Supplied data —
--- START ---

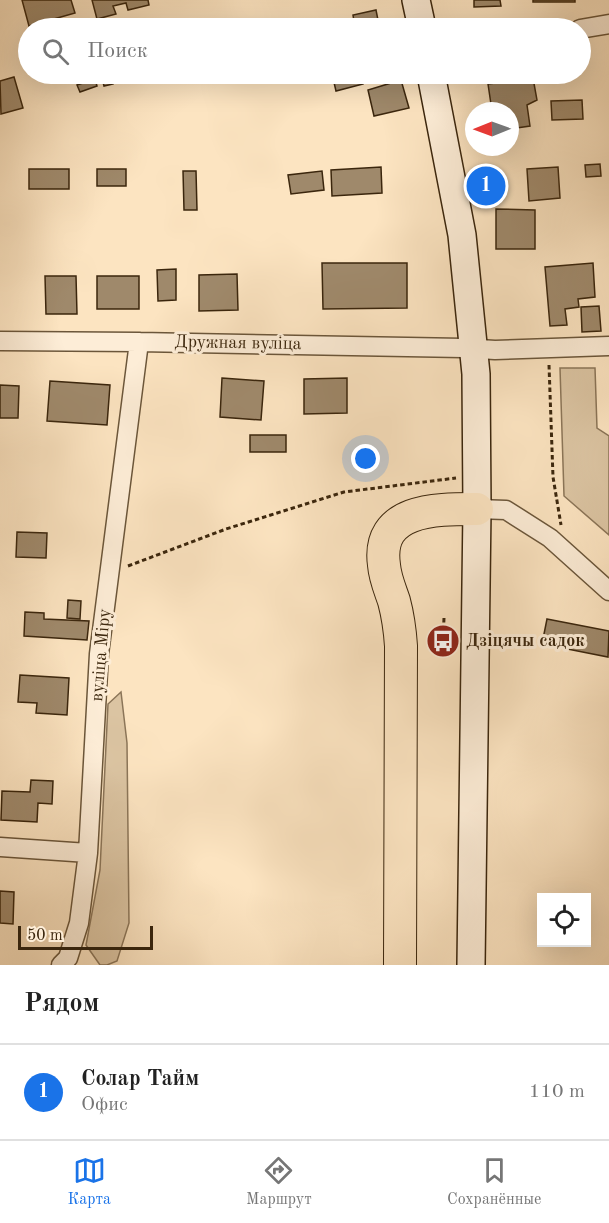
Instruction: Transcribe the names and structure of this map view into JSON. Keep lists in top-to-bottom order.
{
  "streets": {
    "street": ["Дружная вуліца", "вуліца Міру"]
  },
  "crossings": [
    ["Дружная вуліца", "вуліца Міру"]
  ],
  "places": {
    "bus stop": ["Дзіцячы садок"]
  },
  "scale_bar": "50 m",
  "north": "left",
  "page": {
    "search": "Поиск",
    "pins": "1",
    "scale": "50 m",
    "heading": "Рядом",
    "list": [
      {
        "mark": "1",
        "name": "Солар Тайм",
        "note": "Офис",
        "value": "110 m"
      }
    ],
    "nav": ["Карта", "Маршрут", "Сохранённые"]
  }
}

--- END ---

Exercise — Quote all the lines above exactly as given. Do not include the pictures.

Expected answer —
Instruction: Transcribe the names and structure of this map view into JSON. Keep lists in top-to-bottom order.
{
  "streets": {
    "street": ["Дружная вуліца", "вуліца Міру"]
  },
  "crossings": [
    ["Дружная вуліца", "вуліца Міру"]
  ],
  "places": {
    "bus stop": ["Дзіцячы садок"]
  },
  "scale_bar": "50 m",
  "north": "left",
  "page": {
    "search": "Поиск",
    "pins": "1",
    "scale": "50 m",
    "heading": "Рядом",
    "list": [
      {
        "mark": "1",
        "name": "Солар Тайм",
        "note": "Офис",
        "value": "110 m"
      }
    ],
    "nav": ["Карта", "Маршрут", "Сохранённые"]
  }
}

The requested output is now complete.